Every sports fan has dreamed of meeting their professional sports hero; to gaze up at a supposed god and validate their assumption that this athlete is everything they believed he or she to be.

If such an encounter has ceased to come to fruition in your life thus far, don't fret – you probably aren't missing much.

We spend our entire lives grasping for what we deem to be the greatest the world has to offer, when ironically it's right beneath our nose. We search for the blond bombshell with the ginormous rack when the girl next door is actually smart and funny, the Dodge Viper when a 1991 Saturn will do the same job and leave a little coin in your pocket and lastly, we strive to meet a professional sporting hero when an amateur athlete is infinitely more appealing.

Amateur athletes – such as the individuals The Gazette report about on a daily basis – are pure. They haven't been corrupted by the bling bling, the constant coddling and the incessantly overbearing limelight. They aren't jaded.

I was once among the group of people who believed if somebody was on television or adored by millions it validated them as human beings.

According to the Oxford Dictionary, to be the best is to be "of most excellent and desirable kind." After covering two years of athletics here at Western, my idea of sporting utopia has definitely changed.
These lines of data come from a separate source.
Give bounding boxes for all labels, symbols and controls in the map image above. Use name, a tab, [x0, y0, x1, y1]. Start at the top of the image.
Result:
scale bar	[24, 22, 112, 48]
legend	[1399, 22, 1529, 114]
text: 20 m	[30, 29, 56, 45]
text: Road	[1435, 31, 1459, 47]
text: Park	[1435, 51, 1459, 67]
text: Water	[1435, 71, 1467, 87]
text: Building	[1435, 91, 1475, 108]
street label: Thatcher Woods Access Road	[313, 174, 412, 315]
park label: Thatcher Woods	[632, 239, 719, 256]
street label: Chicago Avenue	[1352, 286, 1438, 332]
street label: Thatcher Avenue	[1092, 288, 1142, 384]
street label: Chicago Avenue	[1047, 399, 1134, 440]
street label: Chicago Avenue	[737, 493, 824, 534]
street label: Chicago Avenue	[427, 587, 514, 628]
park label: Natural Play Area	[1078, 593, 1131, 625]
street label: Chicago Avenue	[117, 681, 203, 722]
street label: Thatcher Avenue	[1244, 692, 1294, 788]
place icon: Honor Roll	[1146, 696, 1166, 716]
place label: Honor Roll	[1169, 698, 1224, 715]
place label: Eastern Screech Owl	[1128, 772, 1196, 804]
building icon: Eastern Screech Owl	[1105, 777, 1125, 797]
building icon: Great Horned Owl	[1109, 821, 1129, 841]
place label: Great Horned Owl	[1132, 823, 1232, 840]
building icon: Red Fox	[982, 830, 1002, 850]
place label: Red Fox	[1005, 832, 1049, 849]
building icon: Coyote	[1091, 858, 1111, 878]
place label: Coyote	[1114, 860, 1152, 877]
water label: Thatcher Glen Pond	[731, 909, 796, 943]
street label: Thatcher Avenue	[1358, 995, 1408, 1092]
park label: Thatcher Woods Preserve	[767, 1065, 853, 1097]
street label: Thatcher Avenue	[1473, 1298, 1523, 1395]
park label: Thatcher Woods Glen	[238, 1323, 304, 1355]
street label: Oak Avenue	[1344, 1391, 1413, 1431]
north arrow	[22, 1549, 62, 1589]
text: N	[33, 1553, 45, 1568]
Witnessing determined women compete with unbridled passion in a meaningless soccer game on Friday and speak about it afterwards with pride, validates my theory that the true heroes are amateur athletes who play for the love of the game and not pay cheques they receive afterwards.

Amateur athletes get no bling – only bruises, fatigue and the "opportunity" to perform their craft in front of about the same amount of people who attended Operation Massive.

I could cite endless examples of reasons why amateur (particularly university) sports are not only on par, but better than the majority of professional sports, but there's only so much space in this newspaper.

I refuse to generalize about professional athletes as a whole, because judgments will be the death of civilization as we know it. However, I have been on both sides of the fence. I have witnessed amateur and professional athletics and I have met Vince Carter and Jason Kidd to name a few and I will be the first to admit they aren't all they're cracked up to be.

The unfortunate reality is that if university athletics continues to be shredded by funding cuts as they have recently been at Western, they will cease to exist – give or take a few, like football and basketball.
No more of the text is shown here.